[Items from a data source]
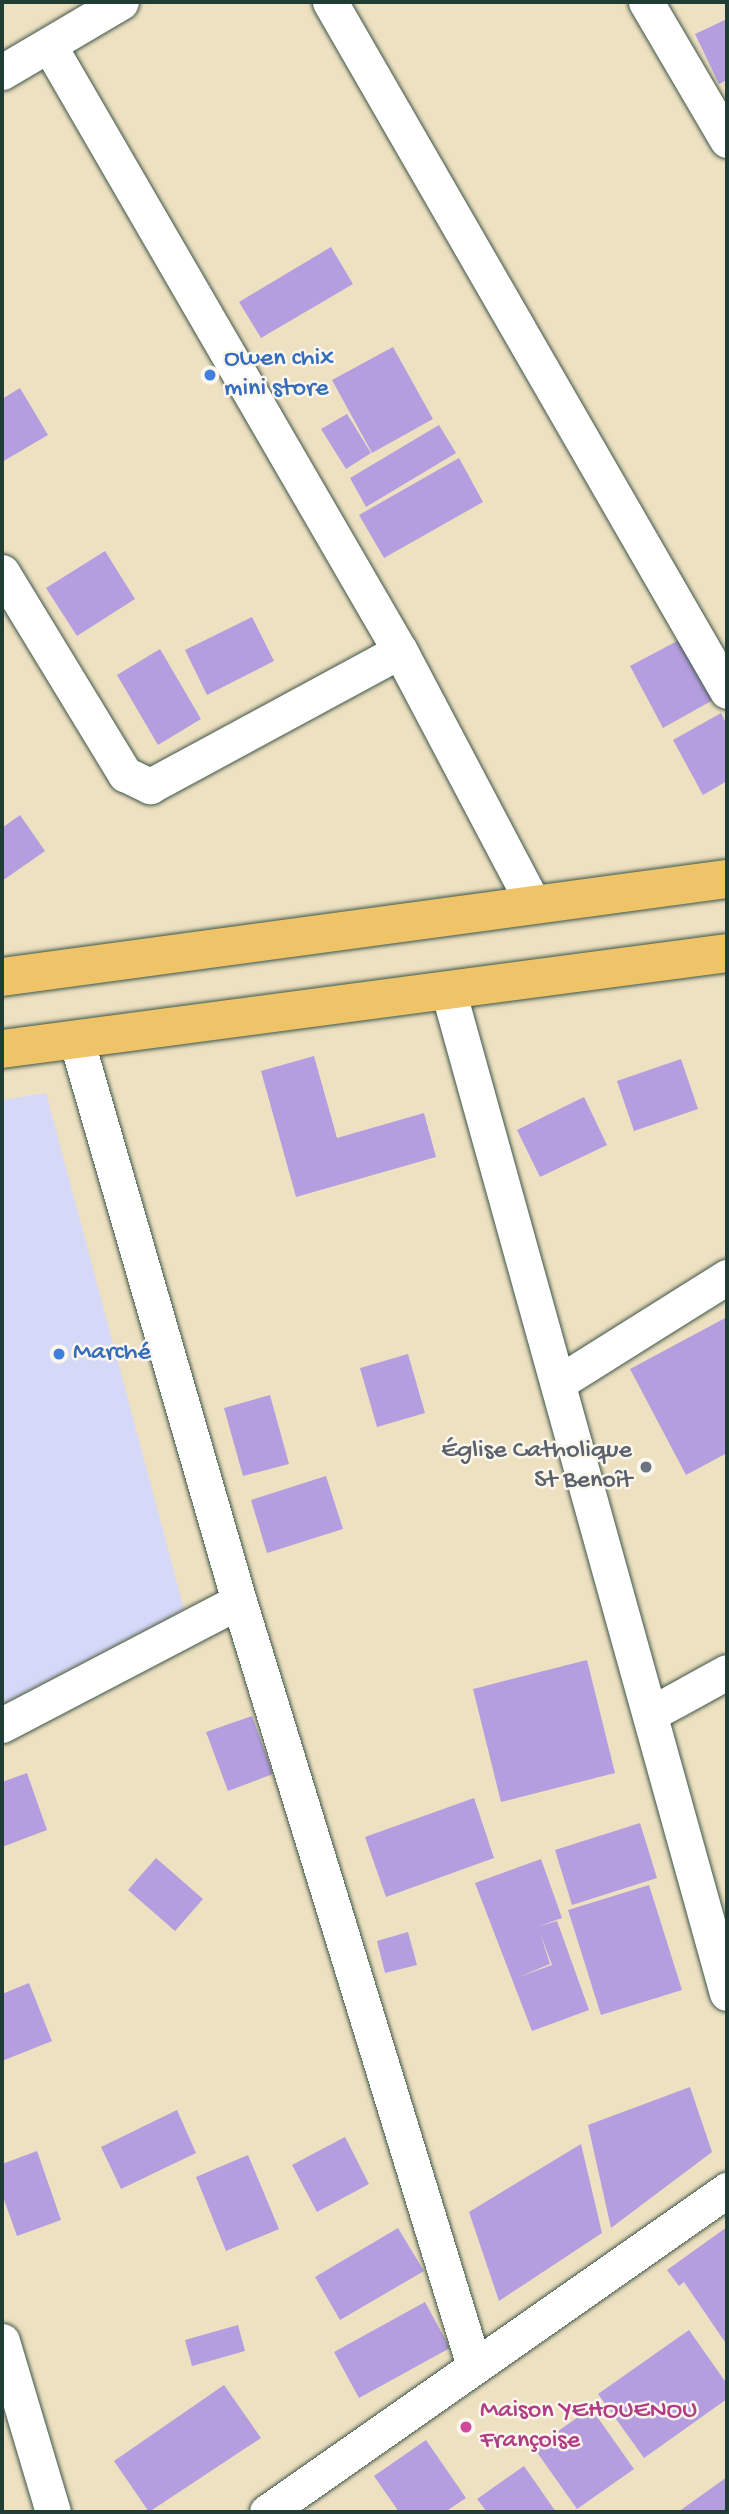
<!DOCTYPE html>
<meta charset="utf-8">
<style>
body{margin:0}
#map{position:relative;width:729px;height:2514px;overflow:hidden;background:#eee1c1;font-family:"Gochi Hand",sans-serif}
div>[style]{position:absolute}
.built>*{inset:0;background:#d6d8f8}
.building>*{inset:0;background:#b59edf}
.roads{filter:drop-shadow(0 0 2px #3e5649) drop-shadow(0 0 2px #3e5649)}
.minor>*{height:35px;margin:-17.5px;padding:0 17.5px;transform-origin:17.5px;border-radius:17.5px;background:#fff}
.major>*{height:38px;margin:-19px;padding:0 19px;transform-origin:19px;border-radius:19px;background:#efc469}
.dots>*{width:19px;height:19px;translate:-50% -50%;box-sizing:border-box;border:4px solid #fbf7ec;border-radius:50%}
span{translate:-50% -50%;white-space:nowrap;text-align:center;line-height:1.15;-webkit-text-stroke:5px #fbf7ec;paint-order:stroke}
.shop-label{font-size:26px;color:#366cbe}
.left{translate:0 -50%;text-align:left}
.worship-label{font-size:26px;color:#5b616d}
.right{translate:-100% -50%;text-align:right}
.hotel-label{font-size:26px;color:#b23c85}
.frame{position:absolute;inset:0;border:4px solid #1f3d34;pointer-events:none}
</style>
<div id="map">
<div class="built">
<div style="clip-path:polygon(46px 1093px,184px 1609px,2px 1704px,2px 1100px)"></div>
</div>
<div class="building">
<div style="clip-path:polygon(727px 19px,727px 80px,719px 84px,695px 34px)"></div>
<div style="clip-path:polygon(331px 247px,353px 284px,261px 338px,239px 302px)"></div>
<div style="clip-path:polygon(393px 347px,433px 419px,372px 453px,332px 380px)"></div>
<div style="clip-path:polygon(20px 388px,48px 435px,2px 462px,2px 399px)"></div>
<div style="clip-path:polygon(347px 414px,371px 453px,346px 469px,321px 429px)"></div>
<div style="clip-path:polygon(439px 425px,456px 453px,366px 507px,350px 478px)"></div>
<div style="clip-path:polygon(459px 458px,483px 502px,384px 558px,359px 515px)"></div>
<div style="clip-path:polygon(105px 551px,135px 599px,77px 636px,46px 588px)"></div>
<div style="clip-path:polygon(252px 617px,274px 661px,207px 695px,185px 650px)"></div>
<div style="clip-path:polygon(681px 639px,713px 700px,663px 728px,630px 666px)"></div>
<div style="clip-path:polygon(160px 649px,201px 719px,158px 745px,117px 675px)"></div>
<div style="clip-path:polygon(721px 713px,727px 725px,727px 781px,703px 795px,673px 740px)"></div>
<div style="clip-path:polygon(20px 815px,45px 851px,2px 881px,2px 828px)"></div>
<div style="clip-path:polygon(314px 1056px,337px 1138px,424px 1113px,436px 1157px,296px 1197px,261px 1071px)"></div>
<div style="clip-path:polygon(681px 1059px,698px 1109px,634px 1131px,617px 1081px)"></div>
<div style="clip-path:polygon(584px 1097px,607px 1145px,540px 1177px,517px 1130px)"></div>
<div style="clip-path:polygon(727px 1317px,727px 1453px,686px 1475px,630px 1369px)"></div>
<div style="clip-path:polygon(408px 1354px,425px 1413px,377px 1427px,360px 1368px)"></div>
<div style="clip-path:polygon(270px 1395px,289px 1464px,243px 1476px,224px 1408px)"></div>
<div style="clip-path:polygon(326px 1476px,343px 1529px,267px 1553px,251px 1500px)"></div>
<div style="clip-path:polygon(587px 1660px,615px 1773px,501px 1802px,473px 1689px)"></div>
<div style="clip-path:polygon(252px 1716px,273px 1774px,228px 1791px,206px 1732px)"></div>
<div style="clip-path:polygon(27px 1773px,47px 1830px,2px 1847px,2px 1782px)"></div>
<div style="clip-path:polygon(474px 1798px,494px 1858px,386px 1897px,365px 1837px)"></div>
<div style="clip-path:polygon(640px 1823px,657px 1878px,572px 1905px,555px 1850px)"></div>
<div style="clip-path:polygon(156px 1858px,203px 1899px,175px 1931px,128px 1890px)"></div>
<div style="clip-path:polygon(evenodd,541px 1859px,562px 1918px,537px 1927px,557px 1921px,589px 2010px,532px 2031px,475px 1883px,541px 1859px,540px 1933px,552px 1965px,519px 1977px,550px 1964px,540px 1933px)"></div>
<div style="clip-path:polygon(649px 1885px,682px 1990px,601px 2015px,568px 1910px)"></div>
<div style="clip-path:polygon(408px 1932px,417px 1965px,385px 1973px,377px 1941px)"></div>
<div style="clip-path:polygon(29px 1983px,52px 2041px,2px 2061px,2px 1994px)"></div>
<div style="clip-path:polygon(690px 2087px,712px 2152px,611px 2228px,588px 2125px)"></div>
<div style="clip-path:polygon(177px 2110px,196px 2153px,121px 2189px,101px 2147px)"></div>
<div style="clip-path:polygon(345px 2137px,369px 2184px,317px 2212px,292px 2165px)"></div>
<div style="clip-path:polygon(581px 2144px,602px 2233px,499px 2301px,469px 2212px)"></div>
<div style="clip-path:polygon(37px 2151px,61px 2220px,17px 2236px,2px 2194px,2px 2164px)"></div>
<div style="clip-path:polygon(248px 2155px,279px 2229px,226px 2251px,196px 2177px)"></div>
<div style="clip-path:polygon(727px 2227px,727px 2340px,725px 2342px,684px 2282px,679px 2286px,667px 2270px)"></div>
<div style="clip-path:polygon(398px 2228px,424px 2271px,340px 2320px,315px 2277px)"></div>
<div style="clip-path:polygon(425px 2302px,450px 2348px,359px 2398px,334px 2352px)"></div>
<div style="clip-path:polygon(238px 2325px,245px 2351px,192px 2366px,185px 2340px)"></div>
<div style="clip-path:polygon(689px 2330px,727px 2384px,727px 2399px,644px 2458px,598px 2394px)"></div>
<div style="clip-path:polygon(224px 2385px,261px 2438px,149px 2512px,114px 2461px)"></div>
<div style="clip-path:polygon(591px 2408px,634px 2469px,577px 2509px,534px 2448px)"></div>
<div style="clip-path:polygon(426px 2440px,466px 2498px,445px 2512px,399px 2512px,374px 2476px)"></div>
<div style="clip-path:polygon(524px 2466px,556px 2512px,487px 2512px,477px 2499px)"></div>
<div style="clip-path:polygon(727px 2477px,727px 2512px,678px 2512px)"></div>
</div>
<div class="roads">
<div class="minor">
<div style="left:330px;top:2px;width:795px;rotate:60.05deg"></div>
<div style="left:646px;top:2px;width:160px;rotate:59.6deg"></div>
<div style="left:50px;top:47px;width:698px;rotate:59.91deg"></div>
<div style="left:400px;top:651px;width:287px;rotate:62.2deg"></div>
<div style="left:2px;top:72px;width:138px;rotate:-30.5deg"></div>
<div style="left:2px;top:572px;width:237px;rotate:58.7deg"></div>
<div style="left:125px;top:774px;width:28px;rotate:26deg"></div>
<div style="left:150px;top:786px;width:284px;rotate:-28.4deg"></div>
<div style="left:448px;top:990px;width:1041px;rotate:74.46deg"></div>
<div style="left:76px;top:1039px;width:585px;rotate:73.83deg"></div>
<div style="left:239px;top:1601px;width:800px;rotate:72.92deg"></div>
<div style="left:561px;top:1381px;width:196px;rotate:-32.1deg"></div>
<div style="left:652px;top:1713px;width:85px;rotate:-28.7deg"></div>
<div style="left:2px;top:1725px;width:267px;rotate:-27.6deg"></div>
<div style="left:2px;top:2341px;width:178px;rotate:73.4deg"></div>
<div style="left:267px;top:2512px;width:562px;rotate:-34.99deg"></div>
</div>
<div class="major">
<div style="left:2px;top:977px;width:732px;rotate:-7.7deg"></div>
<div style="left:2px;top:1049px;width:731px;rotate:-7.54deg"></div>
</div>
</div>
<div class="dots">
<div style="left:210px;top:375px;background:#3f7fe0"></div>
<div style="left:59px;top:1354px;background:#3f7fe0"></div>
<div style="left:646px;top:1467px;background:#6b7280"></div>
<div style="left:466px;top:2427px;background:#d1479c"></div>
</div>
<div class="shop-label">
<span class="left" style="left:224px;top:375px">Owen chix<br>mini store</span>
<span class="left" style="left:73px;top:1354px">Marché</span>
</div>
<div class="worship-label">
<span class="right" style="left:632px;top:1467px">Église Catholique<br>St Benoît</span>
</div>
<div class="hotel-label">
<span class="left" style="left:480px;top:2427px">Maison YEHOUENOU<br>Françoise</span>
</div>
<div class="frame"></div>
</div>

**Assigned task:**
Print the data above from its first line through the line that has "2px #3e5649) drop-shadow(0", exactly and with nothing else, omitting pictures.

**Solution to the exercise:**
<!DOCTYPE html>
<meta charset="utf-8">
<style>
body{margin:0}
#map{position:relative;width:729px;height:2514px;overflow:hidden;background:#eee1c1;font-family:"Gochi Hand",sans-serif}
div>[style]{position:absolute}
.built>*{inset:0;background:#d6d8f8}
.building>*{inset:0;background:#b59edf}
.roads{filter:drop-shadow(0 0 2px #3e5649) drop-shadow(0 0 2px #3e5649)}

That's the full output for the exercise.